Reprint the lines below as they are, minus the pictures.

____ Supplied entries

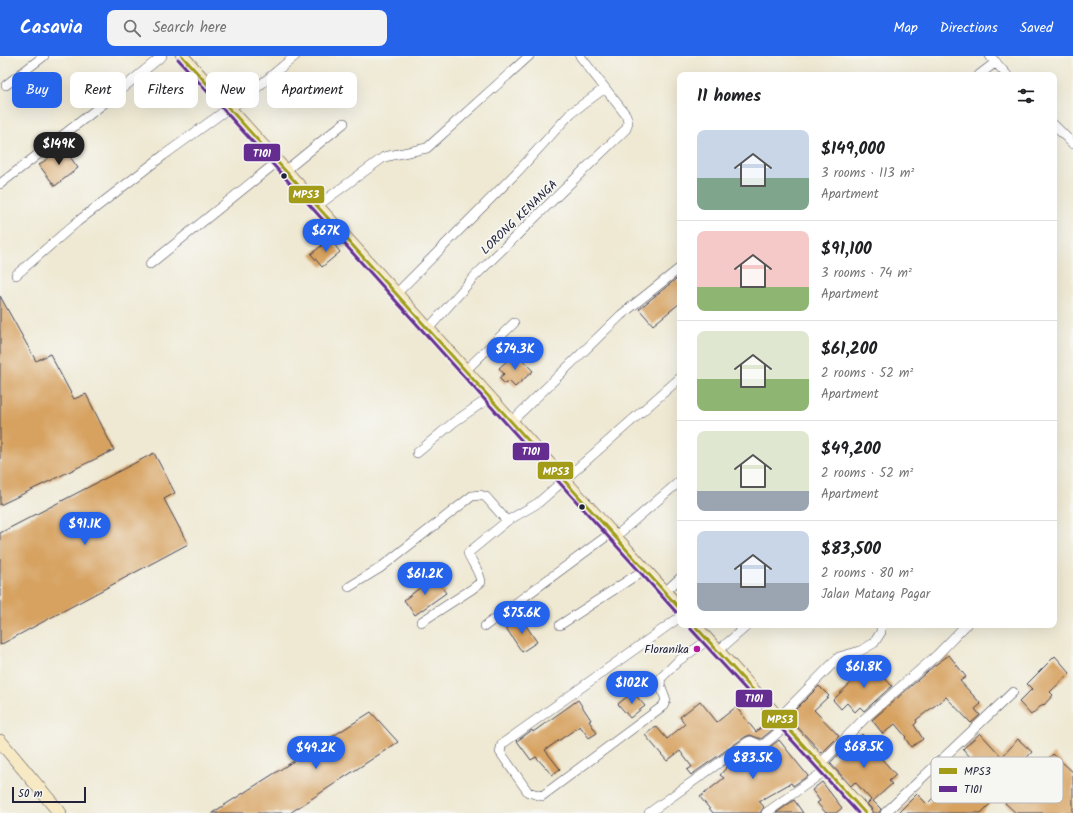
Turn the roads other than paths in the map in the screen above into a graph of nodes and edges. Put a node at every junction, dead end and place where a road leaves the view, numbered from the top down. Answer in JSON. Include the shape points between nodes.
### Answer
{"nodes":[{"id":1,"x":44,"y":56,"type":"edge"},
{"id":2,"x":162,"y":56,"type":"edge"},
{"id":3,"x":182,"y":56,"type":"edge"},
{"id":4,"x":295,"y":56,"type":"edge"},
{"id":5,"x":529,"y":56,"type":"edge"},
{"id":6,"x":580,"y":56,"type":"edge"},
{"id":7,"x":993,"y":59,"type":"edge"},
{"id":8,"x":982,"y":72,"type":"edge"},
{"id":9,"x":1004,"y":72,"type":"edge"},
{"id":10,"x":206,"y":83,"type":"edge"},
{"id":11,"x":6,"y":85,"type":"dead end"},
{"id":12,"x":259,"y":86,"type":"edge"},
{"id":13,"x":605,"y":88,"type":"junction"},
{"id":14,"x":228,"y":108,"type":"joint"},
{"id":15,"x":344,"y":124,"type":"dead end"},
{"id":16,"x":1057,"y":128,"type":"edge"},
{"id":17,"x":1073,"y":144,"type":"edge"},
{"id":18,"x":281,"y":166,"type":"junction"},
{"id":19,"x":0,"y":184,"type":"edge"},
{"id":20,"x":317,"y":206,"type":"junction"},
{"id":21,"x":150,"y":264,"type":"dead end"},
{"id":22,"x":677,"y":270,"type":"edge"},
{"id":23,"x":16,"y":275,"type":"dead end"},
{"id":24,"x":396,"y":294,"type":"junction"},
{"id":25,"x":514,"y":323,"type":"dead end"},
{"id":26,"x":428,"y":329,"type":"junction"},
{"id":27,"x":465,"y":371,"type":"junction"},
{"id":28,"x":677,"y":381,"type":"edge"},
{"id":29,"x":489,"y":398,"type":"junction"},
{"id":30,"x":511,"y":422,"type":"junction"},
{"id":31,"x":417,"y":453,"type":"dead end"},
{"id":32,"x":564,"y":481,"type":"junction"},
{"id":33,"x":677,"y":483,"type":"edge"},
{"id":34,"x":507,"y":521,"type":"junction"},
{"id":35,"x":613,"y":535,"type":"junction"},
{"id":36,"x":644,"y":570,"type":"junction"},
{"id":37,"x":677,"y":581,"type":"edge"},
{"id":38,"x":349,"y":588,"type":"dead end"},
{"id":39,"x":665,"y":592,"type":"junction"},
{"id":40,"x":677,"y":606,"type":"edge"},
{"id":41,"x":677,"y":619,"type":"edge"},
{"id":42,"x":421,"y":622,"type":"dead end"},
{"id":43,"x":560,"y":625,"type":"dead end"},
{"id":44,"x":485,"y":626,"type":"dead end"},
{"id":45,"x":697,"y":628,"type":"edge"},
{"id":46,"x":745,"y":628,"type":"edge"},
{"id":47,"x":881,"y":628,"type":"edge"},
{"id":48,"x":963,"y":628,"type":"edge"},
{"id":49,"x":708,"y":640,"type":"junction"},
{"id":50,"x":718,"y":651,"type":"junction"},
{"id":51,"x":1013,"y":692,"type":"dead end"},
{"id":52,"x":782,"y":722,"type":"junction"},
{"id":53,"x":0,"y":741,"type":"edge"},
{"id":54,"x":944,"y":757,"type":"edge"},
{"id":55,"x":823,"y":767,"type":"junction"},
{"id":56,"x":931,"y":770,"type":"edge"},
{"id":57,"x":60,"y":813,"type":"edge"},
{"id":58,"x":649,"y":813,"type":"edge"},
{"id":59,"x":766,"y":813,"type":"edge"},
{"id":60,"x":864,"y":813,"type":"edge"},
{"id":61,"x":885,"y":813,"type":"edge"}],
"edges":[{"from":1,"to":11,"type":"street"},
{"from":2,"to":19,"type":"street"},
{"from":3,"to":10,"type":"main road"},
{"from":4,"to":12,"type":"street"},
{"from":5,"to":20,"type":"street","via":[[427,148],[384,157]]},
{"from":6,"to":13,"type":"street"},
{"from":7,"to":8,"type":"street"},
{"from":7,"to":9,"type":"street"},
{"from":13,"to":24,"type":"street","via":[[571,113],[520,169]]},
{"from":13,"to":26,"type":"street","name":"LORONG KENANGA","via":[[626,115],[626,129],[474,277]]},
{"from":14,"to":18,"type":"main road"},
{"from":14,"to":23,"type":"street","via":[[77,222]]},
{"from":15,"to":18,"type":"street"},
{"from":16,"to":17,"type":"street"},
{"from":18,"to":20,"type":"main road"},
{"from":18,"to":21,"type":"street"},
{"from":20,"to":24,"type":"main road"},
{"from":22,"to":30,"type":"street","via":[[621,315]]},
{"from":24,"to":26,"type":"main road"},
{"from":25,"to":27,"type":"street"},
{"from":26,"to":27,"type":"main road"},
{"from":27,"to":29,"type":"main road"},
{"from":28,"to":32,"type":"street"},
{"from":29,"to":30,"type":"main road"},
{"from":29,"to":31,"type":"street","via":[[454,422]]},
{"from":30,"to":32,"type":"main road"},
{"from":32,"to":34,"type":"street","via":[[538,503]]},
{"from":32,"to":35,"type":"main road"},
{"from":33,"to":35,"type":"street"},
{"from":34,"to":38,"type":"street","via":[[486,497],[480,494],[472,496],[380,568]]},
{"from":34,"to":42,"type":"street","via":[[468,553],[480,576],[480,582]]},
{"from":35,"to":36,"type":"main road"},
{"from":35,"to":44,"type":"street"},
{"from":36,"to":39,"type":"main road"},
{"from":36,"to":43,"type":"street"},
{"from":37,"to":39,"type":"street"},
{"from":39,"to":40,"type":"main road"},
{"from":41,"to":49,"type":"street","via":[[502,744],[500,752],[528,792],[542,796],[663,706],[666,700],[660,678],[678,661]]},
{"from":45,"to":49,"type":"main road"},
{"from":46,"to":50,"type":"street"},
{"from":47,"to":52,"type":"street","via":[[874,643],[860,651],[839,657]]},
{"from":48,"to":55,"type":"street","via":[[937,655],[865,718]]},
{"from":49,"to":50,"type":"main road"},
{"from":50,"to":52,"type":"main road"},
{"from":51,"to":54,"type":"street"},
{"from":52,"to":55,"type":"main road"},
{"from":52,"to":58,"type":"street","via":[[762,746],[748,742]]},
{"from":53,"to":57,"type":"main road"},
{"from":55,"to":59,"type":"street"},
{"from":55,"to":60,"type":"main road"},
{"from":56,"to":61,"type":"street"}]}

________

* Solution to the exercise *
Turn the roads other than paths in the map in the screen above into a graph of nodes and edges. Put a node at every junction, dead end and place where a road leaves the view, numbered from the top down. Answer in JSON. Include the shape points between nodes.
### Answer
{"nodes":[{"id":1,"x":44,"y":56,"type":"edge"},
{"id":2,"x":162,"y":56,"type":"edge"},
{"id":3,"x":182,"y":56,"type":"edge"},
{"id":4,"x":295,"y":56,"type":"edge"},
{"id":5,"x":529,"y":56,"type":"edge"},
{"id":6,"x":580,"y":56,"type":"edge"},
{"id":7,"x":993,"y":59,"type":"edge"},
{"id":8,"x":982,"y":72,"type":"edge"},
{"id":9,"x":1004,"y":72,"type":"edge"},
{"id":10,"x":206,"y":83,"type":"edge"},
{"id":11,"x":6,"y":85,"type":"dead end"},
{"id":12,"x":259,"y":86,"type":"edge"},
{"id":13,"x":605,"y":88,"type":"junction"},
{"id":14,"x":228,"y":108,"type":"joint"},
{"id":15,"x":344,"y":124,"type":"dead end"},
{"id":16,"x":1057,"y":128,"type":"edge"},
{"id":17,"x":1073,"y":144,"type":"edge"},
{"id":18,"x":281,"y":166,"type":"junction"},
{"id":19,"x":0,"y":184,"type":"edge"},
{"id":20,"x":317,"y":206,"type":"junction"},
{"id":21,"x":150,"y":264,"type":"dead end"},
{"id":22,"x":677,"y":270,"type":"edge"},
{"id":23,"x":16,"y":275,"type":"dead end"},
{"id":24,"x":396,"y":294,"type":"junction"},
{"id":25,"x":514,"y":323,"type":"dead end"},
{"id":26,"x":428,"y":329,"type":"junction"},
{"id":27,"x":465,"y":371,"type":"junction"},
{"id":28,"x":677,"y":381,"type":"edge"},
{"id":29,"x":489,"y":398,"type":"junction"},
{"id":30,"x":511,"y":422,"type":"junction"},
{"id":31,"x":417,"y":453,"type":"dead end"},
{"id":32,"x":564,"y":481,"type":"junction"},
{"id":33,"x":677,"y":483,"type":"edge"},
{"id":34,"x":507,"y":521,"type":"junction"},
{"id":35,"x":613,"y":535,"type":"junction"},
{"id":36,"x":644,"y":570,"type":"junction"},
{"id":37,"x":677,"y":581,"type":"edge"},
{"id":38,"x":349,"y":588,"type":"dead end"},
{"id":39,"x":665,"y":592,"type":"junction"},
{"id":40,"x":677,"y":606,"type":"edge"},
{"id":41,"x":677,"y":619,"type":"edge"},
{"id":42,"x":421,"y":622,"type":"dead end"},
{"id":43,"x":560,"y":625,"type":"dead end"},
{"id":44,"x":485,"y":626,"type":"dead end"},
{"id":45,"x":697,"y":628,"type":"edge"},
{"id":46,"x":745,"y":628,"type":"edge"},
{"id":47,"x":881,"y":628,"type":"edge"},
{"id":48,"x":963,"y":628,"type":"edge"},
{"id":49,"x":708,"y":640,"type":"junction"},
{"id":50,"x":718,"y":651,"type":"junction"},
{"id":51,"x":1013,"y":692,"type":"dead end"},
{"id":52,"x":782,"y":722,"type":"junction"},
{"id":53,"x":0,"y":741,"type":"edge"},
{"id":54,"x":944,"y":757,"type":"edge"},
{"id":55,"x":823,"y":767,"type":"junction"},
{"id":56,"x":931,"y":770,"type":"edge"},
{"id":57,"x":60,"y":813,"type":"edge"},
{"id":58,"x":649,"y":813,"type":"edge"},
{"id":59,"x":766,"y":813,"type":"edge"},
{"id":60,"x":864,"y":813,"type":"edge"},
{"id":61,"x":885,"y":813,"type":"edge"}],
"edges":[{"from":1,"to":11,"type":"street"},
{"from":2,"to":19,"type":"street"},
{"from":3,"to":10,"type":"main road"},
{"from":4,"to":12,"type":"street"},
{"from":5,"to":20,"type":"street","via":[[427,148],[384,157]]},
{"from":6,"to":13,"type":"street"},
{"from":7,"to":8,"type":"street"},
{"from":7,"to":9,"type":"street"},
{"from":13,"to":24,"type":"street","via":[[571,113],[520,169]]},
{"from":13,"to":26,"type":"street","name":"LORONG KENANGA","via":[[626,115],[626,129],[474,277]]},
{"from":14,"to":18,"type":"main road"},
{"from":14,"to":23,"type":"street","via":[[77,222]]},
{"from":15,"to":18,"type":"street"},
{"from":16,"to":17,"type":"street"},
{"from":18,"to":20,"type":"main road"},
{"from":18,"to":21,"type":"street"},
{"from":20,"to":24,"type":"main road"},
{"from":22,"to":30,"type":"street","via":[[621,315]]},
{"from":24,"to":26,"type":"main road"},
{"from":25,"to":27,"type":"street"},
{"from":26,"to":27,"type":"main road"},
{"from":27,"to":29,"type":"main road"},
{"from":28,"to":32,"type":"street"},
{"from":29,"to":30,"type":"main road"},
{"from":29,"to":31,"type":"street","via":[[454,422]]},
{"from":30,"to":32,"type":"main road"},
{"from":32,"to":34,"type":"street","via":[[538,503]]},
{"from":32,"to":35,"type":"main road"},
{"from":33,"to":35,"type":"street"},
{"from":34,"to":38,"type":"street","via":[[486,497],[480,494],[472,496],[380,568]]},
{"from":34,"to":42,"type":"street","via":[[468,553],[480,576],[480,582]]},
{"from":35,"to":36,"type":"main road"},
{"from":35,"to":44,"type":"street"},
{"from":36,"to":39,"type":"main road"},
{"from":36,"to":43,"type":"street"},
{"from":37,"to":39,"type":"street"},
{"from":39,"to":40,"type":"main road"},
{"from":41,"to":49,"type":"street","via":[[502,744],[500,752],[528,792],[542,796],[663,706],[666,700],[660,678],[678,661]]},
{"from":45,"to":49,"type":"main road"},
{"from":46,"to":50,"type":"street"},
{"from":47,"to":52,"type":"street","via":[[874,643],[860,651],[839,657]]},
{"from":48,"to":55,"type":"street","via":[[937,655],[865,718]]},
{"from":49,"to":50,"type":"main road"},
{"from":50,"to":52,"type":"main road"},
{"from":51,"to":54,"type":"street"},
{"from":52,"to":55,"type":"main road"},
{"from":52,"to":58,"type":"street","via":[[762,746],[748,742]]},
{"from":53,"to":57,"type":"main road"},
{"from":55,"to":59,"type":"street"},
{"from":55,"to":60,"type":"main road"},
{"from":56,"to":61,"type":"street"}]}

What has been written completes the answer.